▶ [Source data]:

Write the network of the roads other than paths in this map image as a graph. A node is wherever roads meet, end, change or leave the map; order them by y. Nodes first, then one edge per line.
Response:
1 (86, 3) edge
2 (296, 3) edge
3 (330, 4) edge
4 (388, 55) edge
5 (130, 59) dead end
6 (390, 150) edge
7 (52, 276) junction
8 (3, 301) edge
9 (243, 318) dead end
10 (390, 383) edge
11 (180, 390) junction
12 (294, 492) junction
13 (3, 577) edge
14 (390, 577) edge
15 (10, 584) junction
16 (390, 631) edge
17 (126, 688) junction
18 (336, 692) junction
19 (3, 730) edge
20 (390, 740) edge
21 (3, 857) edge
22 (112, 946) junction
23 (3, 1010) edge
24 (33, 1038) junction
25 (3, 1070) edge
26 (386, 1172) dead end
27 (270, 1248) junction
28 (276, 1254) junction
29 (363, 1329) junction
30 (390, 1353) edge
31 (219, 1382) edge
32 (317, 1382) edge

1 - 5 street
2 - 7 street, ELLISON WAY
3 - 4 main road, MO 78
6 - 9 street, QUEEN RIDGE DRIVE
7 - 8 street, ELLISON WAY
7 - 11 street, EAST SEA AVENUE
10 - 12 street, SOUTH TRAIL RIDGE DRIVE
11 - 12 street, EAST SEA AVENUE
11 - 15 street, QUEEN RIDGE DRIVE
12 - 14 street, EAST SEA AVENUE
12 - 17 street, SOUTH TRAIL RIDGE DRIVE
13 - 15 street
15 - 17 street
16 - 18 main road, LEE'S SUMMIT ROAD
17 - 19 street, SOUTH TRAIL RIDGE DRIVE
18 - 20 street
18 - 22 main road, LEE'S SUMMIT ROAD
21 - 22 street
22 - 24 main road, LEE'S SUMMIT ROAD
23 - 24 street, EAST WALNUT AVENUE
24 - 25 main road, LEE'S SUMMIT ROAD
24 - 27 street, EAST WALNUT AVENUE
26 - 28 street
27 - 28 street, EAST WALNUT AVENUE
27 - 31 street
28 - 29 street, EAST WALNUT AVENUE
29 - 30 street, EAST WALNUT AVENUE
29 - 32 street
---
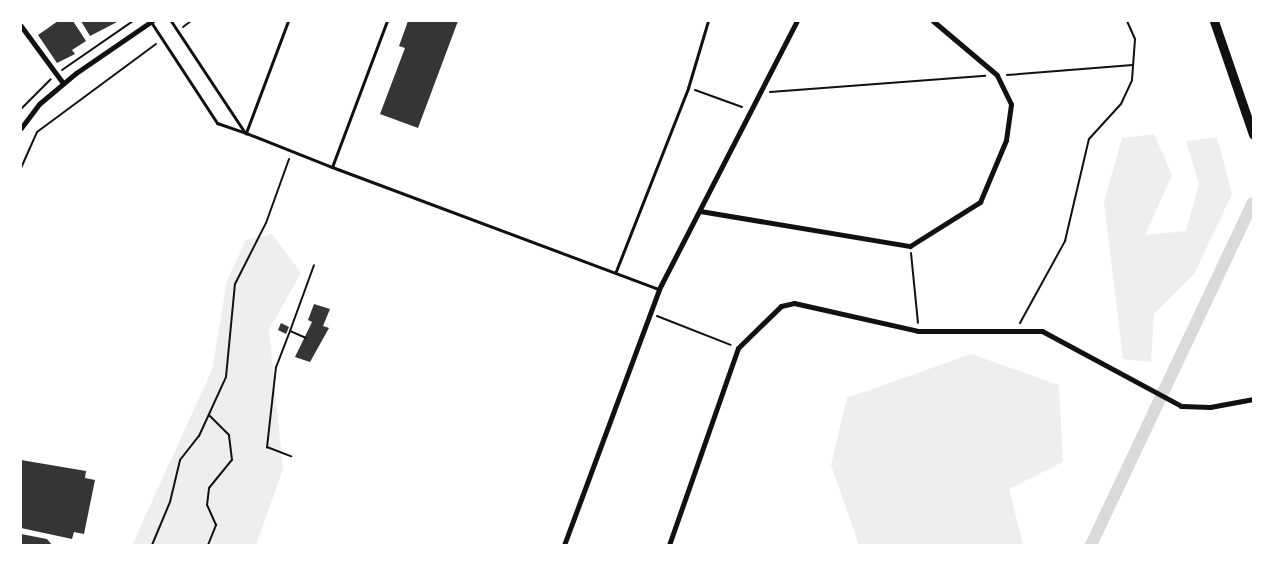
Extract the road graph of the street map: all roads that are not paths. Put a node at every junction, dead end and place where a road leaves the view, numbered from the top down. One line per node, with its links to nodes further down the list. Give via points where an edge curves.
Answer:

▶ [Activity]:
Using the records, find how many lines include the string "paths" and report that number alone.

▶ [Written solution]:
2